10 challenges and steps to consider
- Unauthorized wireless devices can be implemented in a component of the system to be used as a path to access cardholder data. An inventory of authorized wireless devices can help administrators quickly identify unauthorized devices through a quarterly wireless access point detecting process and proactively minimise CDE disclosure.
- Perform quarterly internal vulnerabilities scans and solve them according to the entity’s vulnerability classification that was defined based on Requirement 6.1.
- Perform quarterly external vulnerability scans. In this case, it must be performed by an Approved Scanning Vendor (ASV) approved by the Payment Card Industry Security Standards Council (PCI SSC).
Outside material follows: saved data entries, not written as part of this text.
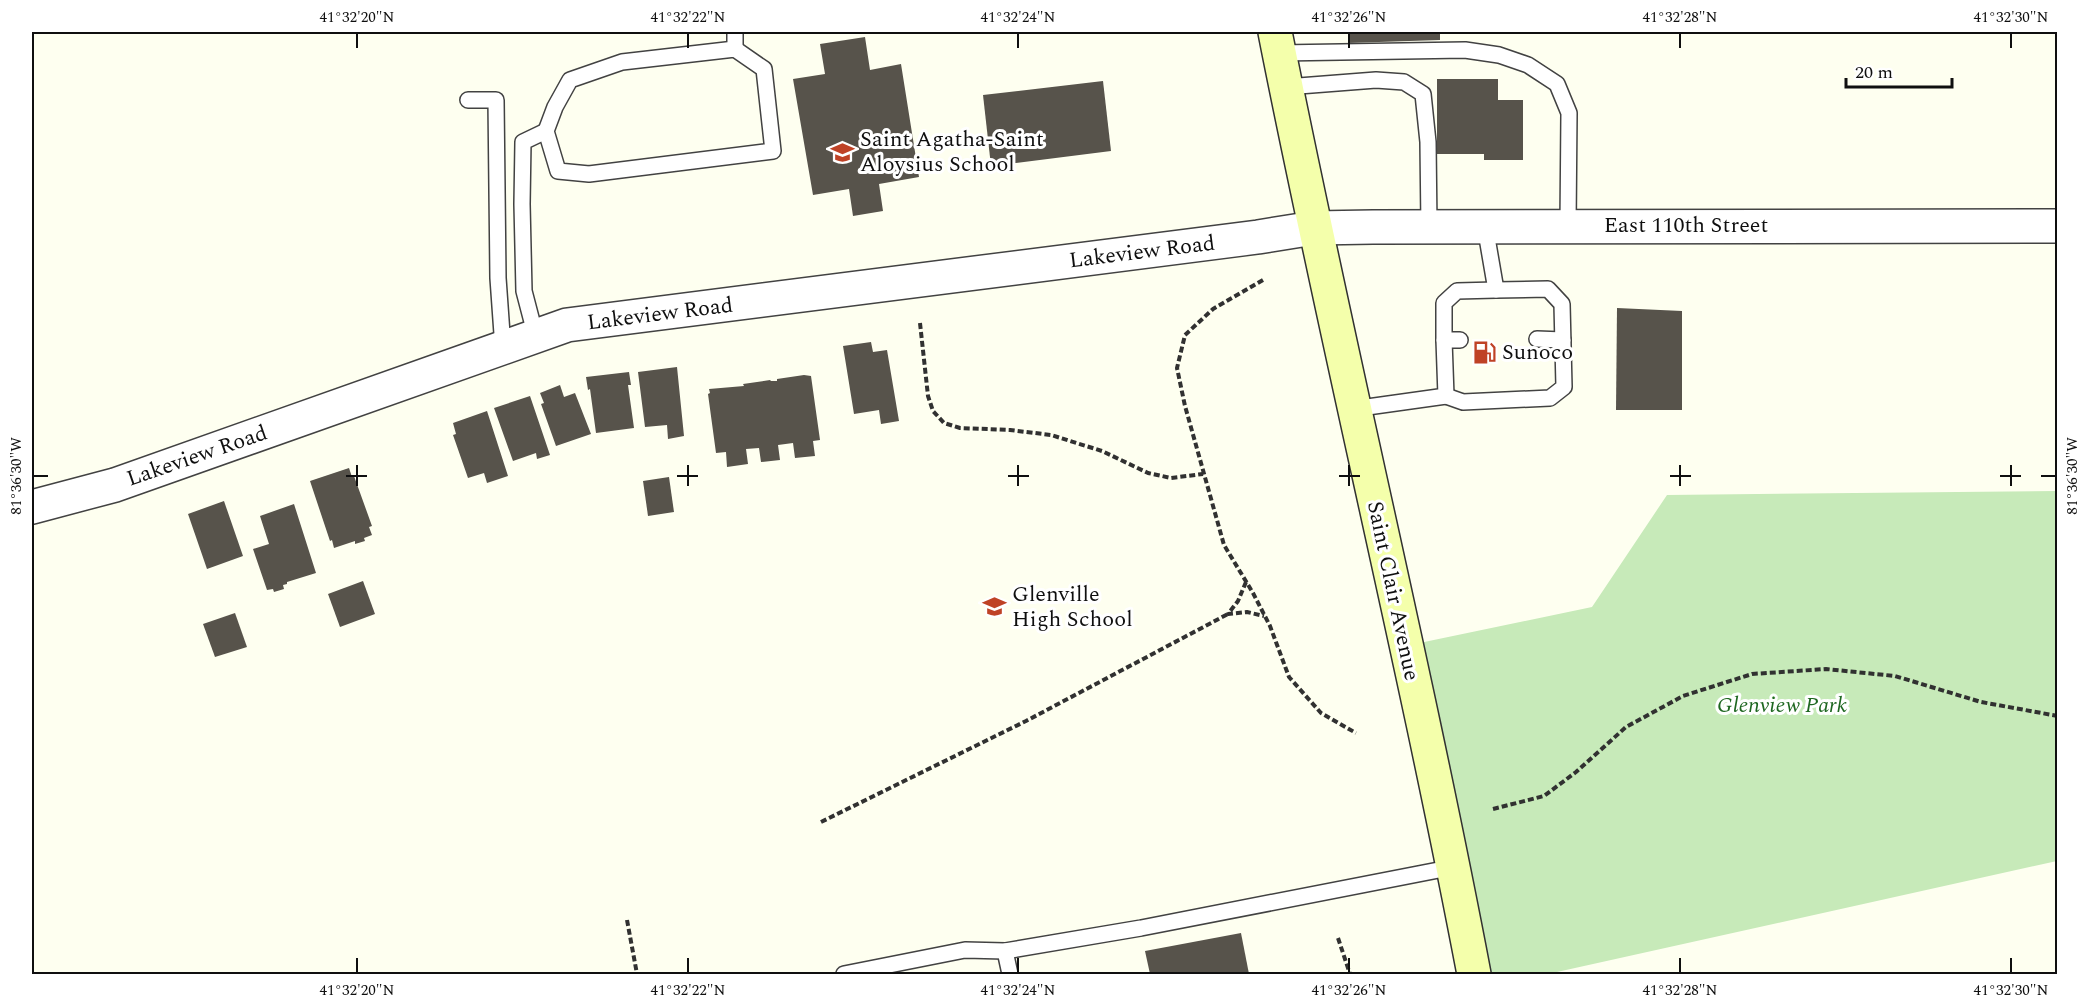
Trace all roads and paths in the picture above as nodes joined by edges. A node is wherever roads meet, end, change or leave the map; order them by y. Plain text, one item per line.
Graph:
1 (735, 32) edge
2 (1277, 42) edge
3 (735, 50) junction
4 (1286, 87) junction
5 (468, 100) dead end
6 (546, 131) junction
7 (1568, 225) junction
8 (1485, 226) junction
9 (2058, 226) edge
10 (1429, 227) junction
11 (1314, 228) junction
12 (1263, 280) dead end
13 (1496, 290) junction
14 (920, 323) dead end
15 (536, 337) junction
16 (1537, 339) dead end
17 (1444, 340) junction
18 (1460, 340) dead end
19 (1563, 340) junction
20 (503, 348) junction
21 (1446, 396) junction
22 (1353, 409) junction
23 (1204, 474) junction
24 (32, 507) edge
25 (1246, 581) junction
26 (1228, 615) junction
27 (1264, 616) junction
28 (2058, 716) edge
29 (1356, 734) dead end
30 (1493, 809) dead end
31 (821, 822) dead end
32 (1454, 867) junction
33 (627, 920) dead end
34 (1338, 938) dead end
35 (1005, 951) junction
36 (637, 975) edge
37 (844, 975) edge
38 (1010, 975) edge
39 (1350, 975) edge
40 (1474, 975) edge

1 - 3 lane
2 - 4 main road, Saint Clair Avenue
2 - 7 lane
3 - 6 lane
3 - 6 lane
4 - 10 lane
4 - 11 main road, Saint Clair Avenue
5 - 20 lane
6 - 15 lane
7 - 8 street, East 110th Street
7 - 9 street, East 110th Street
8 - 10 street, East 110th Street
8 - 13 lane
10 - 11 street, East 110th Street
11 - 15 street, Lakeview Road
11 - 22 main road, Saint Clair Avenue
12 - 23 path
13 - 17 lane
13 - 19 lane
14 - 23 path
15 - 20 street, Lakeview Road
16 - 19 lane
17 - 18 lane
17 - 21 lane
19 - 21 lane
20 - 24 street, Lakeview Road
21 - 22 lane
22 - 32 main road, Saint Clair Avenue
23 - 25 path
25 - 26 path
25 - 27 path
26 - 27 path
26 - 31 path
27 - 29 path
28 - 30 path
32 - 35 lane
32 - 40 main road, Saint Clair Avenue
33 - 36 path
34 - 39 path
35 - 37 lane
35 - 38 lane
- Perform an external penetration testing at least annually and after any significant infrastructure or application upgrade or modification, for example, an update of the operating system, a subnet added or a new web server into the environment.
- Perform an internal penetration testing at least annually and after any significant infrastructure or application upgrade or modification, for example, an update of the operating system, a subnet added or a new web server into the environment.
- For all case, the vulnerabilities found during penetration testing must be corrected and repeat the test to verify the corrections.
- If the ASV scans, internal vulnerability scans, external penetration tests and internal penetration tests are reported vulnerabilities with a CVSS score of 4.0 or higher, must identify them, correct them and repeat the analysis until all vulnerabilities are corrected.
- If the segmentation network is used to isolate the CDE from other networks, perform penetration tests to verify that the segmentation methods are operational and effective, and isolate all out-of-scope systems from systems in the CDE.
- Remember that all scans must be performed by qualified personnel.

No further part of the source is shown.